▶ **Work task**
Find every line in the records below that holds the word "index" and copy it.

▶ **Input material**
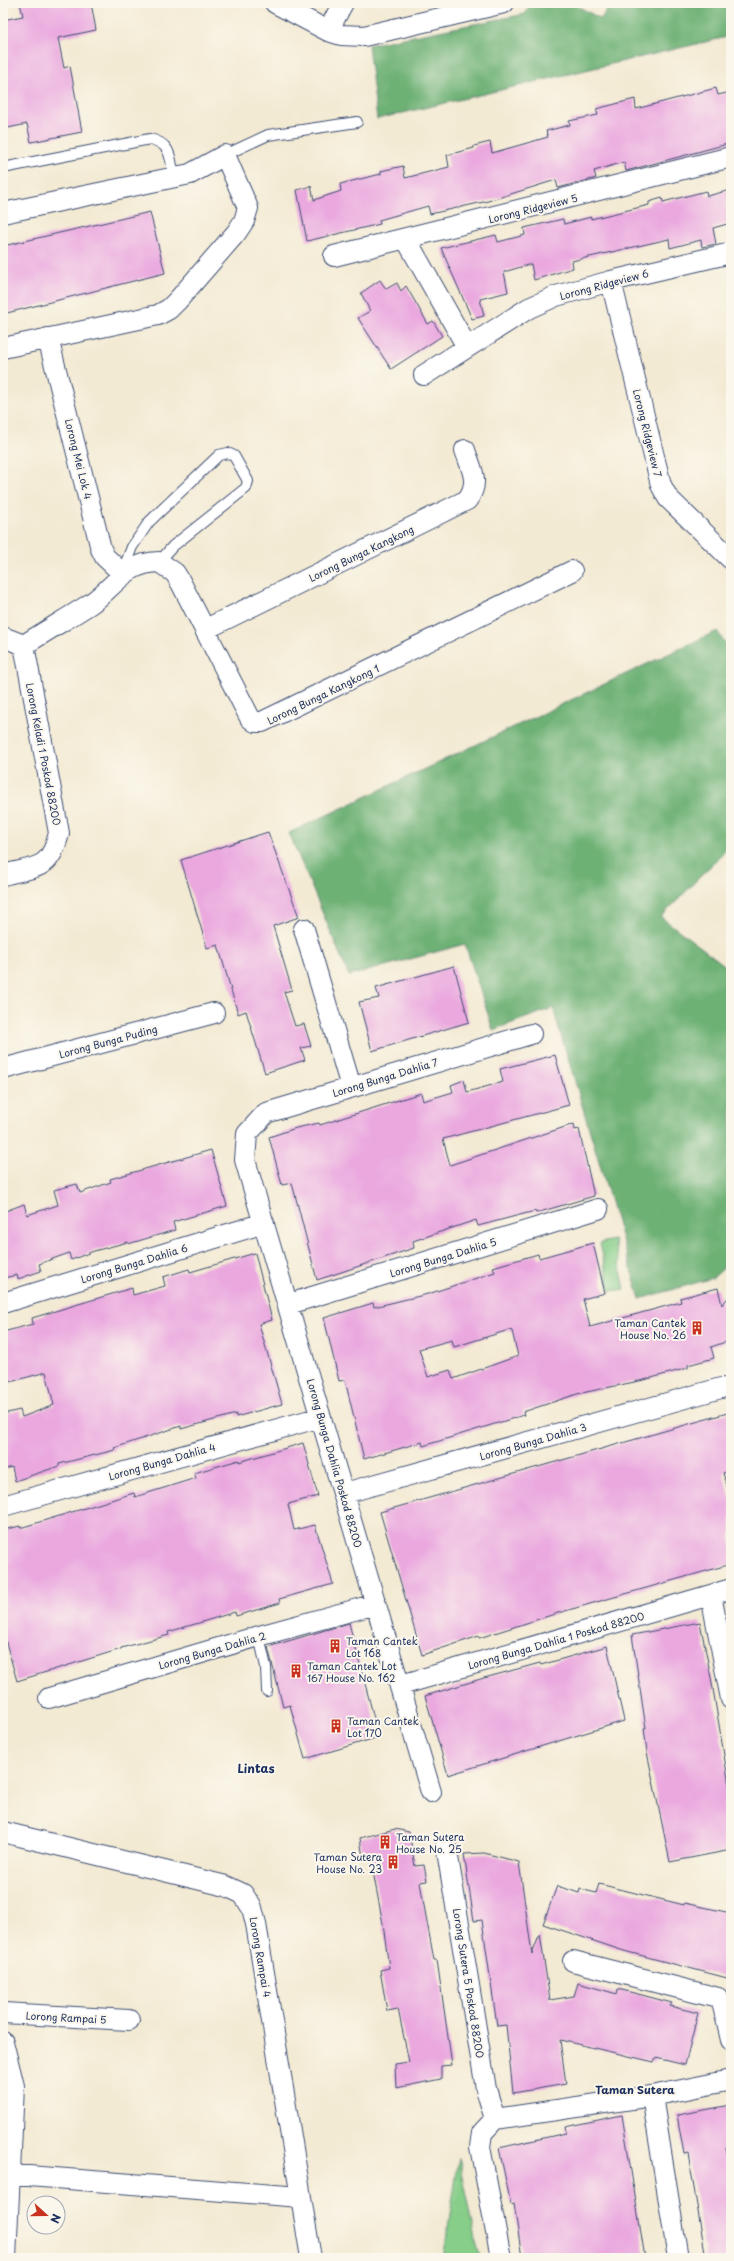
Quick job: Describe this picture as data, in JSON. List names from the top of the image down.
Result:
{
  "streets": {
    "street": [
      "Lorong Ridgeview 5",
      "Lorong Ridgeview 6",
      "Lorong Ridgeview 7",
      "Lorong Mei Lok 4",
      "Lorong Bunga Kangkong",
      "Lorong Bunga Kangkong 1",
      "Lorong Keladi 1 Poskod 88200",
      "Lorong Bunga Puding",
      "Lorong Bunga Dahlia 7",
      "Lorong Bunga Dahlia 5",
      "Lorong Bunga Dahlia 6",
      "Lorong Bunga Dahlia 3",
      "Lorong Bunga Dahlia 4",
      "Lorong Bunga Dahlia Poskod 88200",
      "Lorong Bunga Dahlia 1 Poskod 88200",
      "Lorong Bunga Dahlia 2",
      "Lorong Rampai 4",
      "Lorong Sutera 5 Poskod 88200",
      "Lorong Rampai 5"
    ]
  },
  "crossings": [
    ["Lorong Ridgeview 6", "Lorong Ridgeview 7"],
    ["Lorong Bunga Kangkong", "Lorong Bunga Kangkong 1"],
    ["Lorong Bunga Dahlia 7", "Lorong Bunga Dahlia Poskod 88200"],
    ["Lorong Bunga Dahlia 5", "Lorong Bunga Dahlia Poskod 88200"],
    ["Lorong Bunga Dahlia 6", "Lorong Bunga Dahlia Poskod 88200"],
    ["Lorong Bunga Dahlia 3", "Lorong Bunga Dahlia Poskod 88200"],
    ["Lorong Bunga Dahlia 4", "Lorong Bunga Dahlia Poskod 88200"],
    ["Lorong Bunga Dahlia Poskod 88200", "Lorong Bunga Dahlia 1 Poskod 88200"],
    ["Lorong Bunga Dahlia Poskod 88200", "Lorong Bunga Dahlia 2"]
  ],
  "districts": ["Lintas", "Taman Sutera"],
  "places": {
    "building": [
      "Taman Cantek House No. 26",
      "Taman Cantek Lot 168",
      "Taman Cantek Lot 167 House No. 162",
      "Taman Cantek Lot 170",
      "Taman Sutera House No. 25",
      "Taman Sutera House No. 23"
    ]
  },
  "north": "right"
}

...

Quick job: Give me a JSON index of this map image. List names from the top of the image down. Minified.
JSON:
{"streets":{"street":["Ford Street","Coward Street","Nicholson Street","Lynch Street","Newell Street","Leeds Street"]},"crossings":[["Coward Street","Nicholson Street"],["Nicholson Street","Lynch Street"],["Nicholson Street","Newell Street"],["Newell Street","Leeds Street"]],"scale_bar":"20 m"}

...

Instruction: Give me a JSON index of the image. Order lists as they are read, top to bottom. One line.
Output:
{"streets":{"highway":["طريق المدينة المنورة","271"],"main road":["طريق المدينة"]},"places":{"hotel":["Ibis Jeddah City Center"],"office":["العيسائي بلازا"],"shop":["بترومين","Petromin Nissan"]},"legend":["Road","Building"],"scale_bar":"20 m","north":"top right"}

▶ **Task response**
Quick job: Give me a JSON index of this map image. List names from the top of the image down. Minified.
Instruction: Give me a JSON index of the image. Order lists as they are read, top to bottom. One line.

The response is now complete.